As a counter to being a target or witness to anger that was being negatively expressed -- I grew to think being upset or anger were wrong altogether. That anger was bad. Period.
 
Over my growing up years as that thinking developed, unknown to me, I began accruing anger of my own. Anger at the anger. And anger from what the anger caused. But it was being suppressed, or coming out in different ways than one may classically identify as anger.
 
So, by the time I was a young adult I had a lot of stuff inside of me -- a lot of anger. And I didn't know what to do with it. I was afraid of it.
 
But over the last few years I have learned something really important. I have learned that feeling anger is not a bad thing. That it is natural, and that in fact, without the ability to feel anger, I would be a lot less likely to avoid things that are harmful to my well-being. That anger can actually be a good thing. And that even some of the anger I had felt and accrued was part of what would ultimately lead me to grasp the important freedoms I would need to take hold of for the future survival of my soul.
 
I learned to admit that I was angry, how to express my anger, and to let it out in a positive way. I also learned to trace it to it's roots, and have thus become more and more unbound by it and the fear of it.

As soon as I understood that being angry was not the bad thing, but that the bad thing was taking it out on other people or expressing it in harmful ways -- I was released from so much. . .

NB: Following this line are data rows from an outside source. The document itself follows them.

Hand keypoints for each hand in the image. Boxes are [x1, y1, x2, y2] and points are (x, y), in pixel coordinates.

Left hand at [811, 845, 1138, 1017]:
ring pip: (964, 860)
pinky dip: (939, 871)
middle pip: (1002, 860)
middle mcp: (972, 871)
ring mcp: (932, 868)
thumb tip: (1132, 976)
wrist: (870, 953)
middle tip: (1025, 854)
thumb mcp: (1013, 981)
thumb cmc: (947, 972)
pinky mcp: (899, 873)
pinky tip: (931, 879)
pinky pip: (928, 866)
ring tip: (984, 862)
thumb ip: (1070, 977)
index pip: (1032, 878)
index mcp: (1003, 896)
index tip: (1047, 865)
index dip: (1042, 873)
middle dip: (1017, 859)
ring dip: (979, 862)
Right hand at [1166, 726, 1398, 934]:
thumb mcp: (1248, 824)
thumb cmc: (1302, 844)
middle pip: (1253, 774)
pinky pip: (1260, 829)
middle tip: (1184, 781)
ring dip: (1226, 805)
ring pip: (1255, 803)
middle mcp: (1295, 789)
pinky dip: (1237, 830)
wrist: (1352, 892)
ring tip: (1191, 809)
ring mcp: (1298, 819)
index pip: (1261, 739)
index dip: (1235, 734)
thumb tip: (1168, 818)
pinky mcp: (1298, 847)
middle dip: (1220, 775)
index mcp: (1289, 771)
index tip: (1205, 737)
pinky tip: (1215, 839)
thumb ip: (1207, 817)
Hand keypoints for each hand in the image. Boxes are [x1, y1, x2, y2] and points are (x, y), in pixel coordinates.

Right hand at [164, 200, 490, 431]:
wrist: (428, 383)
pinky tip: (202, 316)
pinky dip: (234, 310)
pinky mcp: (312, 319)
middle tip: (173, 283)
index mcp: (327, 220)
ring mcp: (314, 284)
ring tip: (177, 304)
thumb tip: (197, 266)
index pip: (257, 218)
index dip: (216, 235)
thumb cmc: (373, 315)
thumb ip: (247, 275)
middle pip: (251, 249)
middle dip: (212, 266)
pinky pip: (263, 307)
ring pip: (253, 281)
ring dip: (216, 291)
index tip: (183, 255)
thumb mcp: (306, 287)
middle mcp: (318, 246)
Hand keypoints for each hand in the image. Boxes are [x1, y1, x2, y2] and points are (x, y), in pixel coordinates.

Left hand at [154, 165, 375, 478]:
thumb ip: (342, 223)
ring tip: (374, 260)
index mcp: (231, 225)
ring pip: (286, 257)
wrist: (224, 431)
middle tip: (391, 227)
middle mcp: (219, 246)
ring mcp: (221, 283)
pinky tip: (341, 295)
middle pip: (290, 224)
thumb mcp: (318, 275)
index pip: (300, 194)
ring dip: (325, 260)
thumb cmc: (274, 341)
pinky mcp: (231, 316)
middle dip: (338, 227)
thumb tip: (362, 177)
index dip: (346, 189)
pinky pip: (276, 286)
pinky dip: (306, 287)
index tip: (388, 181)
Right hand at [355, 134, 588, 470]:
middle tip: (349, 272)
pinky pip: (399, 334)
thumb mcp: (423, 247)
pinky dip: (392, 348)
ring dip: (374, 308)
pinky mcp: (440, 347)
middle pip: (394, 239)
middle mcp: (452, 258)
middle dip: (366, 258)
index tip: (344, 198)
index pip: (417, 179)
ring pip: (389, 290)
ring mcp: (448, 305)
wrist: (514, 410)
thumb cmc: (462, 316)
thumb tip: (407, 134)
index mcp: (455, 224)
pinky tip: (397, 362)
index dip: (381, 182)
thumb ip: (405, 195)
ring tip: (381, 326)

And a door was opened in my soul to deal with my own anger. 
 
I also set a pact with myself; that when I am angry, to not take it out in a way that causes anyone (including myself) harm.
 
Do I fail in this? Sometimes, yes. But am I growing in this? Yes.

It's a process.
 
And it has become one of the most invaluable Gems for me to get ahold of and to seek to practice in the every day life of my soul.

1 comment:

Elizabeth Cravillion said...

I've been realizing lately that anger is like pain in the sense that it isn't bad - it's an indicator that something else is wrong. You're right...directing it in the right way is the crucial thing.